§ **Problem requirements**: Return each line of the records below in which the string "Esmaih" turns up.

□ □ □ □

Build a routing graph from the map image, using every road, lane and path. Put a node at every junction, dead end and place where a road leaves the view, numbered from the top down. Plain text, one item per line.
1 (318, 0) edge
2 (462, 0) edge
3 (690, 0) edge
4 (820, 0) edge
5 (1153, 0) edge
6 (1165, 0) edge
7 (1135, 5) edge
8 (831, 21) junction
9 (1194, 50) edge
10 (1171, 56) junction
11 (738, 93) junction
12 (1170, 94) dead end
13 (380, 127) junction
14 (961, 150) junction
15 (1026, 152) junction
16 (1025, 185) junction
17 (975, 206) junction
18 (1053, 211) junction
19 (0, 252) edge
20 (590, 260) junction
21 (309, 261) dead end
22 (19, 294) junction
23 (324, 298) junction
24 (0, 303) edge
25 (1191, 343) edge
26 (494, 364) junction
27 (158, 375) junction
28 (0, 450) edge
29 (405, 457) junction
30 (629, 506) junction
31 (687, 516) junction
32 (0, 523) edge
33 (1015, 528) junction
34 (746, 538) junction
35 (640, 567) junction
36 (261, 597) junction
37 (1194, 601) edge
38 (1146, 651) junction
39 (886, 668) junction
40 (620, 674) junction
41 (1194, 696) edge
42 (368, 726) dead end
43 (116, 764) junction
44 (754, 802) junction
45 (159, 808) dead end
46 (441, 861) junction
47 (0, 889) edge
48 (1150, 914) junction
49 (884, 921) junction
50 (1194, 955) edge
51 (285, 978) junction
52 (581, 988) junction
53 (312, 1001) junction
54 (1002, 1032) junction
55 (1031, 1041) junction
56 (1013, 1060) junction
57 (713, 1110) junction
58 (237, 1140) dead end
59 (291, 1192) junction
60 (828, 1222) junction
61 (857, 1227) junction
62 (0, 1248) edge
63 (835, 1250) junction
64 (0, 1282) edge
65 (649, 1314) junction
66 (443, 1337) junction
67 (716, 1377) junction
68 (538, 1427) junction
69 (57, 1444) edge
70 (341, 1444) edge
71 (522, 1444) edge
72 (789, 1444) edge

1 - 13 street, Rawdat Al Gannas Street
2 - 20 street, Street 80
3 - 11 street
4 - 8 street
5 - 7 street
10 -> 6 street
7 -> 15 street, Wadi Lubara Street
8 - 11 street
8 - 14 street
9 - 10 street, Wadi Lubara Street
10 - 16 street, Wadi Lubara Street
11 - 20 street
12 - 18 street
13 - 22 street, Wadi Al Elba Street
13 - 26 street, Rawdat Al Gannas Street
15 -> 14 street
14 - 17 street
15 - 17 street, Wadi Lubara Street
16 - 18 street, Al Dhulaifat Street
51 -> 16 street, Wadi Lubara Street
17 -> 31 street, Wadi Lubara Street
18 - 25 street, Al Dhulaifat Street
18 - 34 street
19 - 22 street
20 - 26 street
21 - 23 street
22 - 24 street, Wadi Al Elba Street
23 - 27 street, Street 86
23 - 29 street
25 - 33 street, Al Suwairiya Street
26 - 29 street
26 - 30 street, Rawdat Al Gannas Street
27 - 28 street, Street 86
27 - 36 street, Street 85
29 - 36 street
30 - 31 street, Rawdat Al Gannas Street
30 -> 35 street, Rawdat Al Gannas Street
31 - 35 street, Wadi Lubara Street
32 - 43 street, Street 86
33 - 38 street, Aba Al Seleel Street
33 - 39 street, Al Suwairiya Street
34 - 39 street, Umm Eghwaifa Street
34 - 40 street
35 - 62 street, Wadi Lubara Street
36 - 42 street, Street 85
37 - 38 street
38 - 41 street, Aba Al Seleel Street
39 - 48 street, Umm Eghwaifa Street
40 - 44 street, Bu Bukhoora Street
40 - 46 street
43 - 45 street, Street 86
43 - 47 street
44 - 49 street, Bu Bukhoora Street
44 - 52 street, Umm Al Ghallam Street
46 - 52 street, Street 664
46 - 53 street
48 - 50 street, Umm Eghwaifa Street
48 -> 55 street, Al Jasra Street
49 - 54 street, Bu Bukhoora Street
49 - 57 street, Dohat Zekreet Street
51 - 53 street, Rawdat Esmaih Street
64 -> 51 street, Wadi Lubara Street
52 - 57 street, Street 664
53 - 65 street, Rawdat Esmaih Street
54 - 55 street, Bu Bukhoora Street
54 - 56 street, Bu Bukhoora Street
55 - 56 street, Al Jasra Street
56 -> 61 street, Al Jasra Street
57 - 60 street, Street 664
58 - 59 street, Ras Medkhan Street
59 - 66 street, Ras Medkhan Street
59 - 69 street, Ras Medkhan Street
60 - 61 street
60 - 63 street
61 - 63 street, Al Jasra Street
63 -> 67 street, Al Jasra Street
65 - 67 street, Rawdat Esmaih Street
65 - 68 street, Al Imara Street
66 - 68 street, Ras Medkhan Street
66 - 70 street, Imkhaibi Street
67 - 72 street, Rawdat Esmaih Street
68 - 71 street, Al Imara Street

□ □ □ □

§ **Task result**:
51 - 53 street, Rawdat Esmaih Street
53 - 65 street, Rawdat Esmaih Street
65 - 67 street, Rawdat Esmaih Street
67 - 72 street, Rawdat Esmaih Street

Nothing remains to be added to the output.